[Data shown]
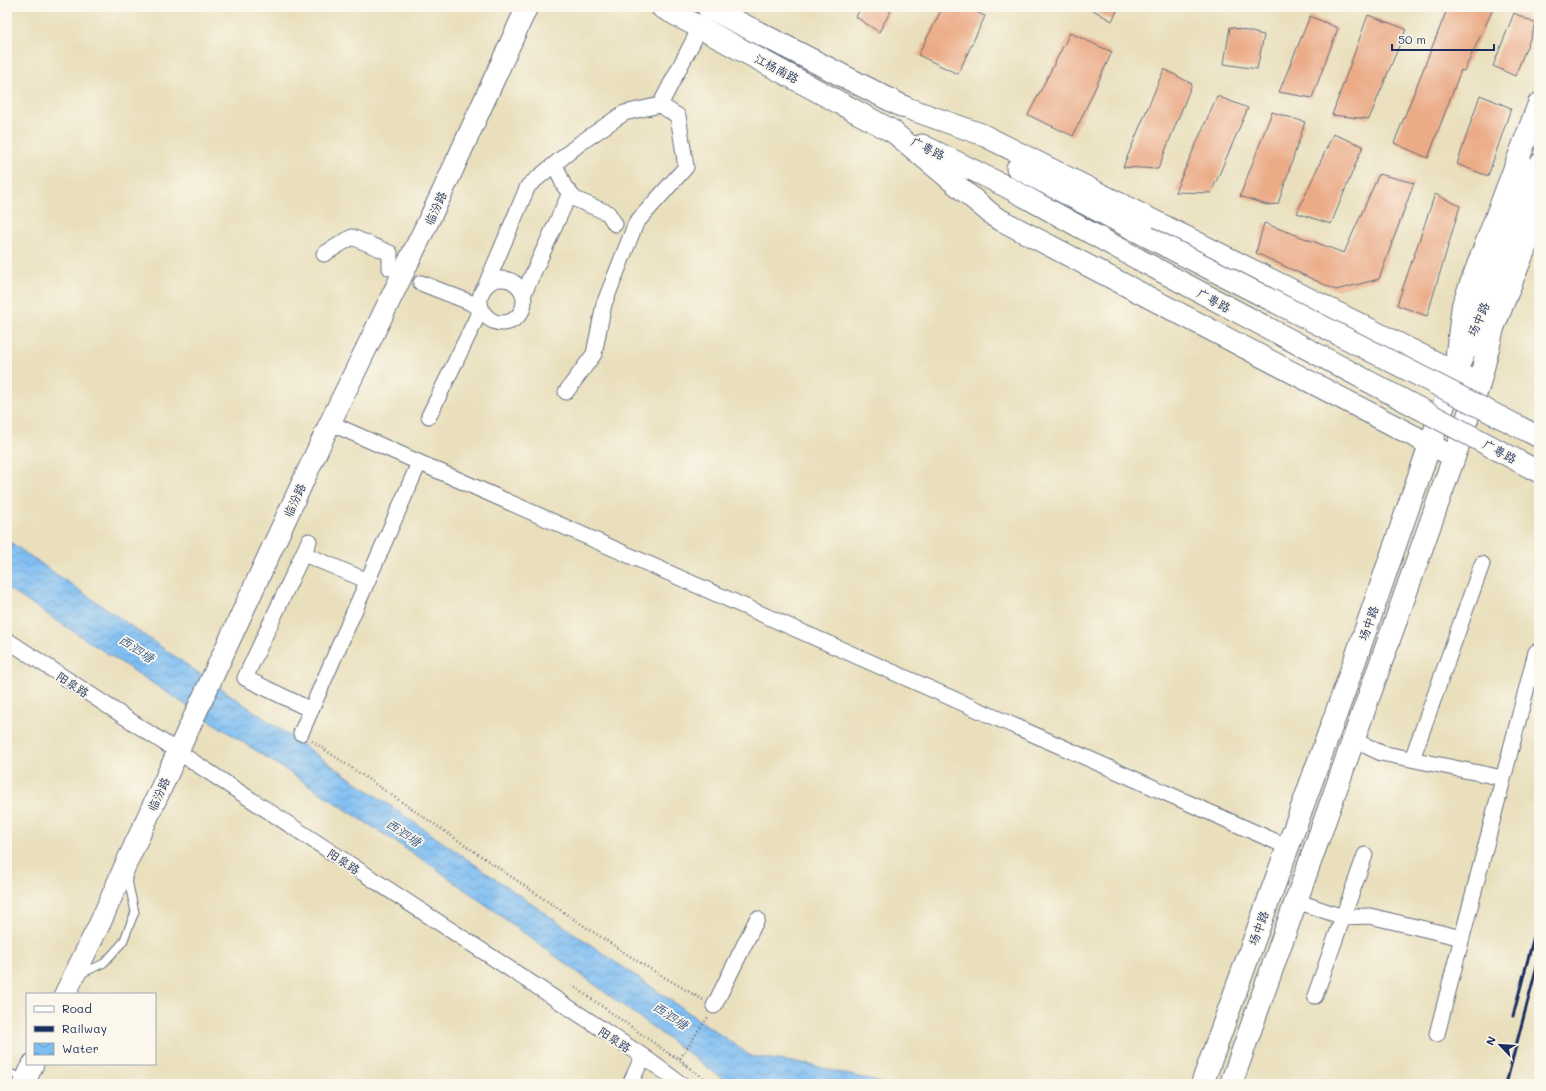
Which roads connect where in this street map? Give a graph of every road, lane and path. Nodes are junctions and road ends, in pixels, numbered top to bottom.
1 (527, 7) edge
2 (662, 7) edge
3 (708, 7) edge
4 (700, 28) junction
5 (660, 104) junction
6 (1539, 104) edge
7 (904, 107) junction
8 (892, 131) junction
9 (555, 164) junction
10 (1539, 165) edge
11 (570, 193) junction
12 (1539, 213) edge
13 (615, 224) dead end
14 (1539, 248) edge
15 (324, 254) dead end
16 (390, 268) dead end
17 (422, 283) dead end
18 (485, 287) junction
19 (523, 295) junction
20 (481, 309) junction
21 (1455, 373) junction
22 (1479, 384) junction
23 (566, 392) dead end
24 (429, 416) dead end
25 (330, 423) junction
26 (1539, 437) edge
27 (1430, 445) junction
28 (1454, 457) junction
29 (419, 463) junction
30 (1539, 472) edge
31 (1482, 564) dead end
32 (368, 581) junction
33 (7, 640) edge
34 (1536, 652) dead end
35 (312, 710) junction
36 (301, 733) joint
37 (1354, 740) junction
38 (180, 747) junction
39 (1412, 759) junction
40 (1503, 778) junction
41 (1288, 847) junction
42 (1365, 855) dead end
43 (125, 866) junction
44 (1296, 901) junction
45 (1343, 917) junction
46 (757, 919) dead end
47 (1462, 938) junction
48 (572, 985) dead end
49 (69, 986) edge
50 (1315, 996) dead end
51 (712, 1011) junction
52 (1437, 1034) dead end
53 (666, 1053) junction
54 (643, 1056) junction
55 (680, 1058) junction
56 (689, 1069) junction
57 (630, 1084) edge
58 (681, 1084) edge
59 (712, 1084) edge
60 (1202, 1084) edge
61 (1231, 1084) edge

[Action item] With the images excluded, reproduce the data above precisely as written.

[Task response]
Which roads connect where in this street map? Give a graph of every road, lane and path. Nodes are junctions and road ends, in pixels, numbered top to bottom.
1 (527, 7) edge
2 (662, 7) edge
3 (708, 7) edge
4 (700, 28) junction
5 (660, 104) junction
6 (1539, 104) edge
7 (904, 107) junction
8 (892, 131) junction
9 (555, 164) junction
10 (1539, 165) edge
11 (570, 193) junction
12 (1539, 213) edge
13 (615, 224) dead end
14 (1539, 248) edge
15 (324, 254) dead end
16 (390, 268) dead end
17 (422, 283) dead end
18 (485, 287) junction
19 (523, 295) junction
20 (481, 309) junction
21 (1455, 373) junction
22 (1479, 384) junction
23 (566, 392) dead end
24 (429, 416) dead end
25 (330, 423) junction
26 (1539, 437) edge
27 (1430, 445) junction
28 (1454, 457) junction
29 (419, 463) junction
30 (1539, 472) edge
31 (1482, 564) dead end
32 (368, 581) junction
33 (7, 640) edge
34 (1536, 652) dead end
35 (312, 710) junction
36 (301, 733) joint
37 (1354, 740) junction
38 (180, 747) junction
39 (1412, 759) junction
40 (1503, 778) junction
41 (1288, 847) junction
42 (1365, 855) dead end
43 (125, 866) junction
44 (1296, 901) junction
45 (1343, 917) junction
46 (757, 919) dead end
47 (1462, 938) junction
48 (572, 985) dead end
49 (69, 986) edge
50 (1315, 996) dead end
51 (712, 1011) junction
52 (1437, 1034) dead end
53 (666, 1053) junction
54 (643, 1056) junction
55 (680, 1058) junction
56 (689, 1069) junction
57 (630, 1084) edge
58 (681, 1084) edge
59 (712, 1084) edge
60 (1202, 1084) edge
61 (1231, 1084) edge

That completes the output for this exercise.